**Task instructions**
Give again, word for word, every line below from the one that has "middle mcp: (485, 403)" through the one that has "pinky dip: (632, 310)", both included, and no others.

[Keypoint coordinate data]
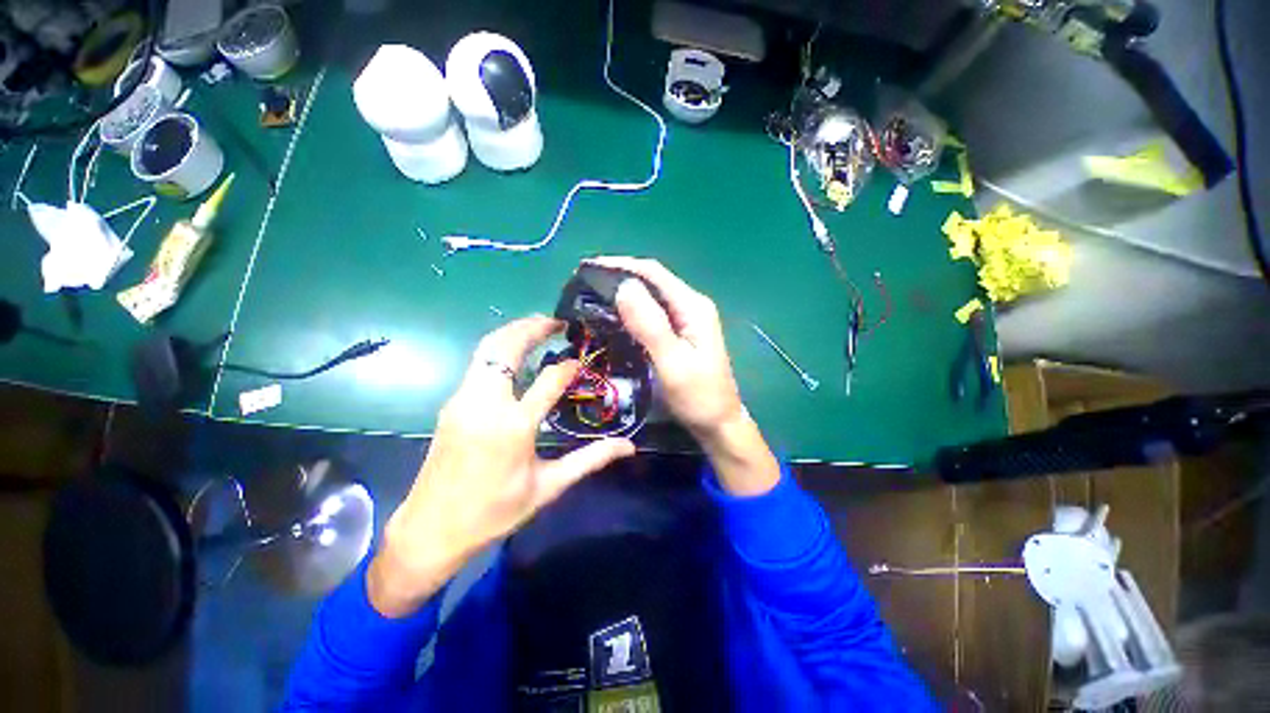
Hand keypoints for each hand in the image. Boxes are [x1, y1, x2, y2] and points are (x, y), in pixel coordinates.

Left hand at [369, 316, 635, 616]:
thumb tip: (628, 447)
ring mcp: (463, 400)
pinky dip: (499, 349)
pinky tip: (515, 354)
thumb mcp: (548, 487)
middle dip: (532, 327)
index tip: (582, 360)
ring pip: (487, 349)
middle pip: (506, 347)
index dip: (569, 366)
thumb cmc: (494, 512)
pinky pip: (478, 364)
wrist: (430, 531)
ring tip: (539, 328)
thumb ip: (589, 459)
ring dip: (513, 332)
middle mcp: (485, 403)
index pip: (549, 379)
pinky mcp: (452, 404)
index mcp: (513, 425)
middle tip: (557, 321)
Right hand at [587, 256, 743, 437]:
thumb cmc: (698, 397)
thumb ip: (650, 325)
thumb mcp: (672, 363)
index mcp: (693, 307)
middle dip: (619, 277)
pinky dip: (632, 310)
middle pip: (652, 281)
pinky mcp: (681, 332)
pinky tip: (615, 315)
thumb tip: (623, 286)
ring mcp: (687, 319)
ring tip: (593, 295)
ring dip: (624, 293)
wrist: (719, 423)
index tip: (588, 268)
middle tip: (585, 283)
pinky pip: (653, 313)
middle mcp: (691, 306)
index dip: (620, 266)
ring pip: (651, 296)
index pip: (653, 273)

---

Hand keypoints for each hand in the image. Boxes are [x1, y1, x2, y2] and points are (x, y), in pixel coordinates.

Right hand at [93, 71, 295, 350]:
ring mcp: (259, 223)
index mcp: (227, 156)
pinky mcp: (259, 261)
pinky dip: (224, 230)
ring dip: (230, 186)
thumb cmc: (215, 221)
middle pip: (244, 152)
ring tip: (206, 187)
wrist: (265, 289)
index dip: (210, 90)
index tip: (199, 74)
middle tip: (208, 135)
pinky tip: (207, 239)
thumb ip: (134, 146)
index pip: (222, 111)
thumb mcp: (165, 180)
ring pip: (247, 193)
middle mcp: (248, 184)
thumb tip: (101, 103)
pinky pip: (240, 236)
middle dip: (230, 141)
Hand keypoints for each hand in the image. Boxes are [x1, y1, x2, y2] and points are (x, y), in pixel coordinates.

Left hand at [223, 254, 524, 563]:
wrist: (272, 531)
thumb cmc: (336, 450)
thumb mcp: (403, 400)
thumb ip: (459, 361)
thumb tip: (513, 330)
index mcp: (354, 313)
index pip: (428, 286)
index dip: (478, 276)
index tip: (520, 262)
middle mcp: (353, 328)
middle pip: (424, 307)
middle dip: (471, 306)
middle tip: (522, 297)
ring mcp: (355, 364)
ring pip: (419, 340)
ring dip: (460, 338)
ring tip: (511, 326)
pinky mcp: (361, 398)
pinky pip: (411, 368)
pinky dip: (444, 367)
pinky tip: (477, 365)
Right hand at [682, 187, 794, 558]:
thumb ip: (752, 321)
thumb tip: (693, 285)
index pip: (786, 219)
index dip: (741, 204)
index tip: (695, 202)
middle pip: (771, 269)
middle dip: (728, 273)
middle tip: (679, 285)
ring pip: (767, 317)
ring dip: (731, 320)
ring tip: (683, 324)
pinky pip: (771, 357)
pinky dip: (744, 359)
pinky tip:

**Solution below**
middle mcp: (485, 403)
index pip: (549, 379)
pinky mcp: (452, 404)
index mcp: (513, 425)
middle tip: (557, 321)
Right hand at [587, 256, 743, 437]:
thumb cmc: (698, 397)
thumb ip: (650, 325)
thumb mcp: (672, 363)
index mcp: (693, 307)
middle dip: (619, 277)
pinky dip: (632, 310)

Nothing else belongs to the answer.